A localist group named Nationwise wanted to hold a rally dubbed “Remembering the Fishball Uprising” at MacPherson Playground, saying they wanted to "promote local culture".
But the police refused to grant permission for the assembly, saying it would likely be hijacked by "radical protesters" and the event would pose a high risk to public safety.
The force argued that the area will be crowded with people and vehicles during the holiday, also citing clashes and vandalism in Mong Kok during a protest in August, as well as a recent "bomb discovery" in the area.
Following a hearing on Thursday morning, an appeal board found in favour of the police.
Max Mok, one of organisers, said the rally was now cancelled. He added that the authorities might as well impose a curfew during the holidays.

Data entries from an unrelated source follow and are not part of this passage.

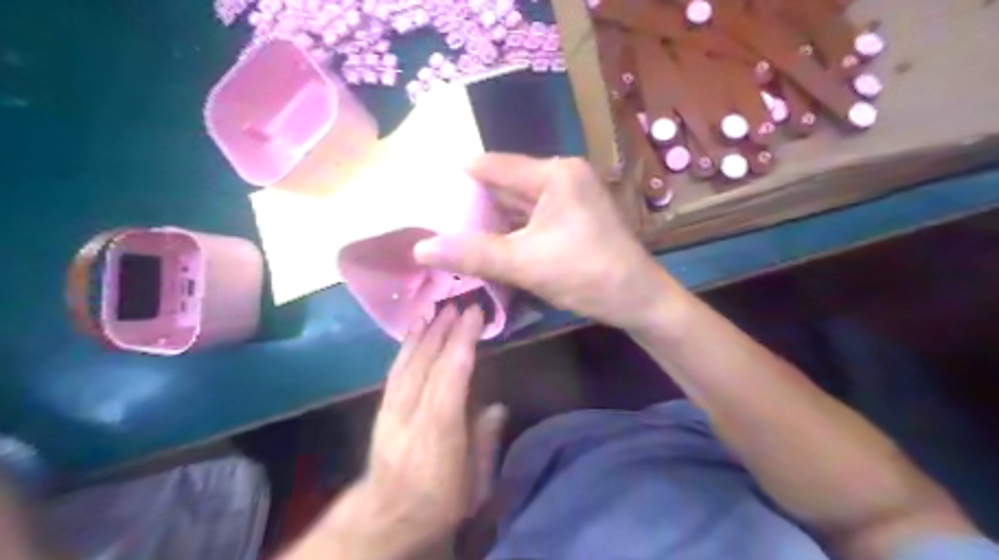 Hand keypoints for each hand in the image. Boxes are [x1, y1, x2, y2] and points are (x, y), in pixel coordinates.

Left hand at [292, 306, 507, 559]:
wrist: (386, 517)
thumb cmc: (438, 502)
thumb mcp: (473, 483)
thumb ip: (485, 441)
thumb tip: (497, 407)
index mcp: (440, 426)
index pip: (452, 371)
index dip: (464, 339)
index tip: (475, 313)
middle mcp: (413, 409)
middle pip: (429, 359)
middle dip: (445, 328)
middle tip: (460, 303)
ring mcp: (393, 407)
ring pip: (410, 360)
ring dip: (424, 332)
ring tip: (437, 310)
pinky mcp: (383, 408)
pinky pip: (395, 370)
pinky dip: (405, 347)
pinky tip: (412, 334)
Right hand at [409, 154, 675, 329]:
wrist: (638, 300)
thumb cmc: (586, 274)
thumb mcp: (523, 263)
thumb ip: (471, 254)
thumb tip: (420, 249)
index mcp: (553, 174)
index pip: (492, 166)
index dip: (457, 179)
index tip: (426, 195)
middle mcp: (562, 177)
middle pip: (504, 185)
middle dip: (472, 205)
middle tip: (434, 221)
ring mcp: (569, 197)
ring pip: (517, 205)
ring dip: (490, 221)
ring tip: (451, 234)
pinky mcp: (572, 218)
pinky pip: (531, 219)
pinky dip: (509, 232)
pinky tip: (486, 246) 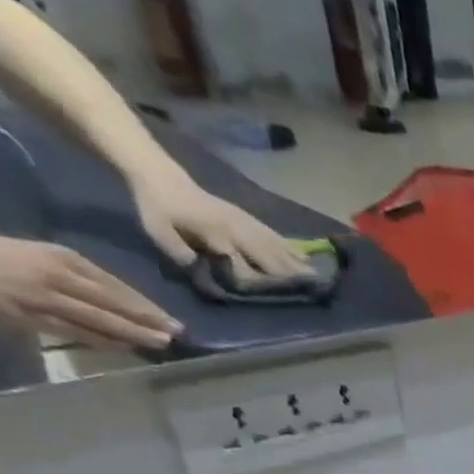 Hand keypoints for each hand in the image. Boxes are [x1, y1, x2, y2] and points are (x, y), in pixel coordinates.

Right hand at [0, 228, 181, 349]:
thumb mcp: (45, 255)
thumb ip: (82, 276)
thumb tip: (126, 301)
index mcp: (63, 258)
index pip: (115, 286)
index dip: (146, 305)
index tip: (171, 318)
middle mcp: (56, 277)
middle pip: (113, 303)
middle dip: (148, 321)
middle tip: (177, 334)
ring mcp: (42, 298)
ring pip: (98, 320)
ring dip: (132, 334)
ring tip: (160, 343)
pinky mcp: (27, 317)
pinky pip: (74, 332)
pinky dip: (102, 341)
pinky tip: (125, 347)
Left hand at [132, 174, 311, 278]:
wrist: (161, 176)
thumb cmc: (157, 207)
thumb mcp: (157, 230)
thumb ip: (180, 252)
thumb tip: (204, 271)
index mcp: (215, 233)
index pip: (241, 263)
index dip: (256, 282)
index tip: (273, 297)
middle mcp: (236, 229)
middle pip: (267, 256)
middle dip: (288, 274)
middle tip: (311, 290)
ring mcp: (245, 223)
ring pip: (275, 246)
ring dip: (296, 263)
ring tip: (315, 277)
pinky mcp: (248, 219)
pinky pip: (275, 235)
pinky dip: (291, 247)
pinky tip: (305, 256) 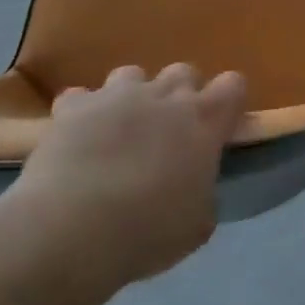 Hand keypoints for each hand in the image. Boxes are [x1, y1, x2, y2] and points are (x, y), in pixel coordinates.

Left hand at [4, 64, 247, 291]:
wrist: (71, 231)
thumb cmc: (146, 232)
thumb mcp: (195, 226)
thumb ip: (203, 196)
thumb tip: (197, 192)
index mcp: (206, 120)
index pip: (233, 85)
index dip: (227, 102)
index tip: (219, 126)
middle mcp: (167, 96)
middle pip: (183, 72)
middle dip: (178, 95)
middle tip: (167, 131)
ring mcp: (118, 96)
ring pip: (132, 75)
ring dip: (129, 98)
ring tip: (117, 131)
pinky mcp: (74, 107)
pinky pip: (79, 97)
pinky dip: (80, 114)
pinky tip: (74, 138) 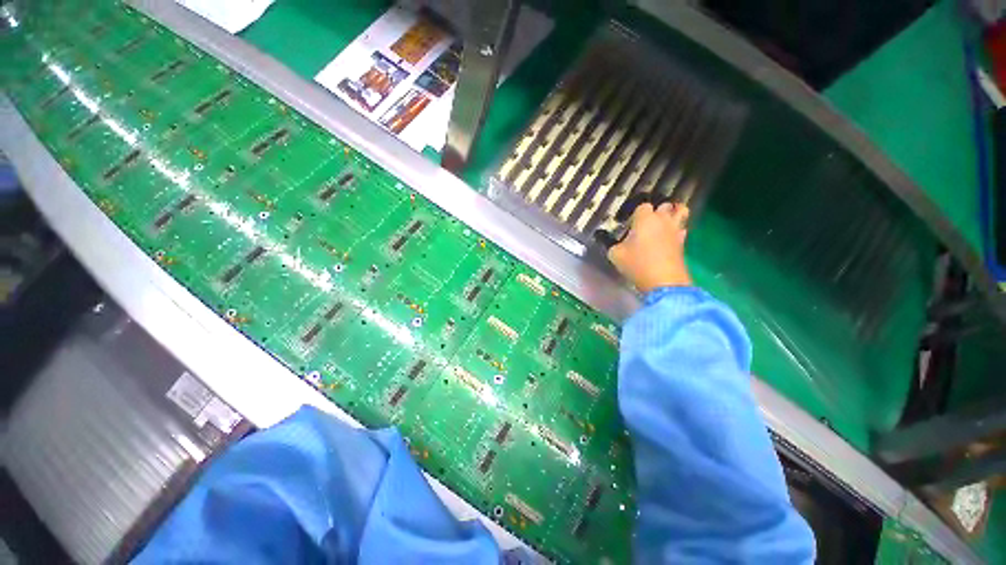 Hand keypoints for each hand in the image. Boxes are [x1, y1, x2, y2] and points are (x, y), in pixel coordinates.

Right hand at [607, 202, 691, 292]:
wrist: (663, 281)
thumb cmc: (637, 264)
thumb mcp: (615, 255)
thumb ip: (613, 245)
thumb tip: (615, 244)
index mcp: (645, 219)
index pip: (642, 206)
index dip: (635, 214)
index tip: (629, 224)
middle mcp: (662, 220)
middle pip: (664, 205)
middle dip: (656, 211)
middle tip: (645, 223)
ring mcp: (675, 230)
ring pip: (681, 212)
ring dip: (673, 213)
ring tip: (664, 222)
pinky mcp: (683, 242)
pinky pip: (681, 229)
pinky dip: (676, 230)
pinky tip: (668, 239) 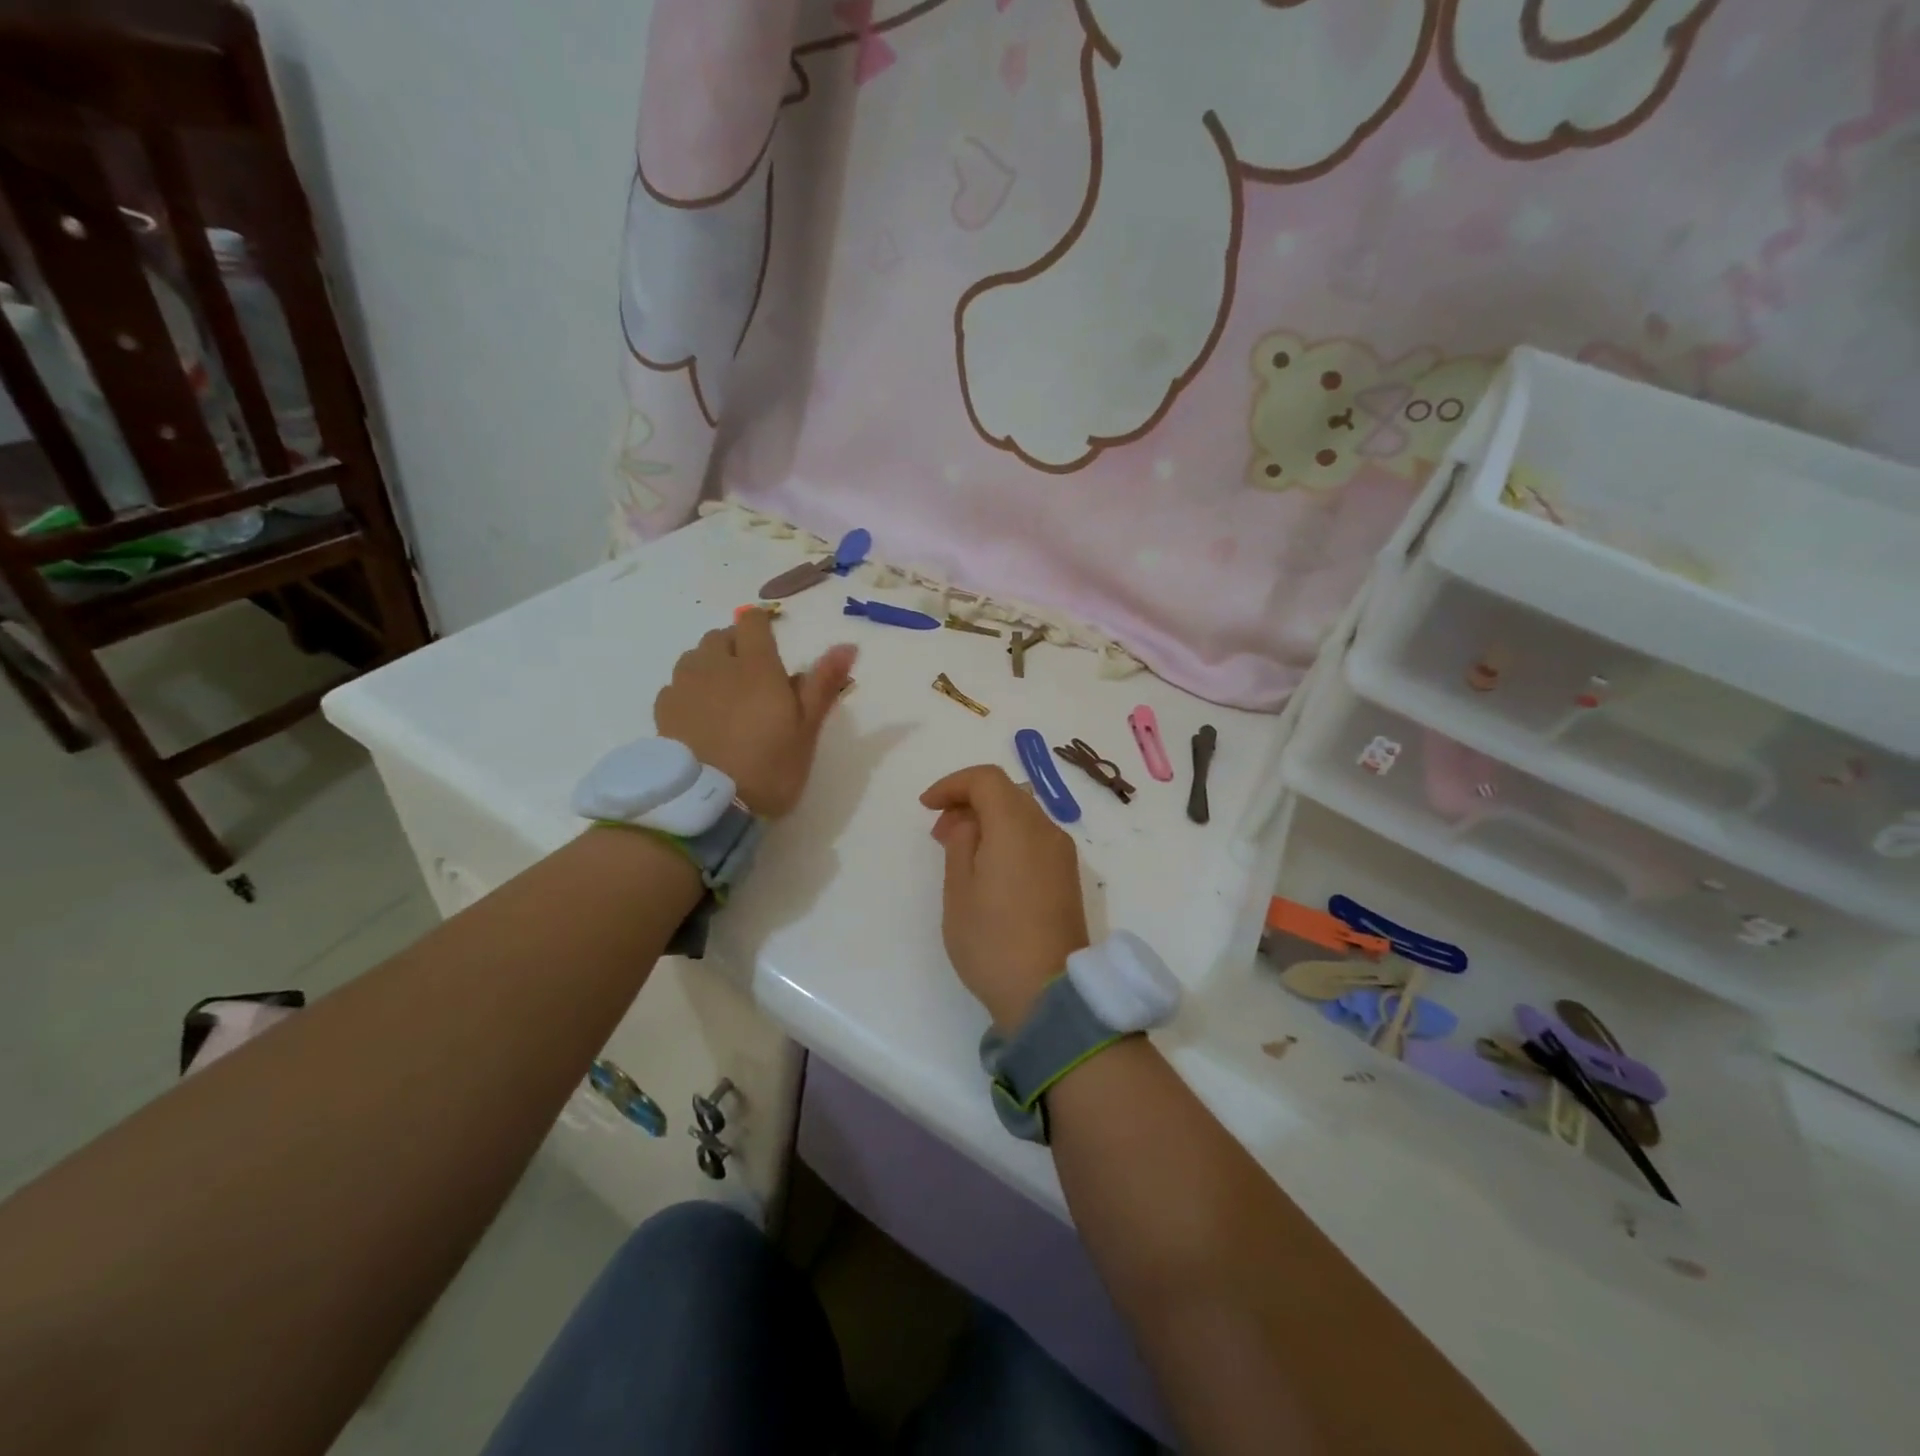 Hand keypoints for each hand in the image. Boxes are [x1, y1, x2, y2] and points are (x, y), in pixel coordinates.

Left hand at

"The logic is basically that if there are people on the streets, there will be riots, and that's why they won't let us have this rally," Mok said.
"They are trying to crack down on people in general."
But police superintendent Lee Cho-ming welcomed the appeal board's decision, saying he hopes clashes won't break out again in Mong Kok, like they did at Christmas.
"In the past years during Lunar New Year, public order and safety has been maintained well in Mong Kok. Police and other departments, like in past years, will continue to keep good law and order in Mong Kok in order to let citizens enjoy a good festive atmosphere," Lee said.
More than 30 people have been convicted over the 2016 disturbances, which saw bricks and other objects thrown at police officers and fires set. The clashes began as protesters prevented hygiene officers from clearing hawkers from the streets.
The most high profile of those jailed over the riot was localist leader Edward Leung, who was given a six-year term for taking part in clashes on Argyle Street.
Leung is credited with coining a common slogan of the current protest movement "Liberate Hong Kong, revolution of our times", having used the term while campaigning for a Legco by-election in 2016 before he was disqualified from the race by the authorities.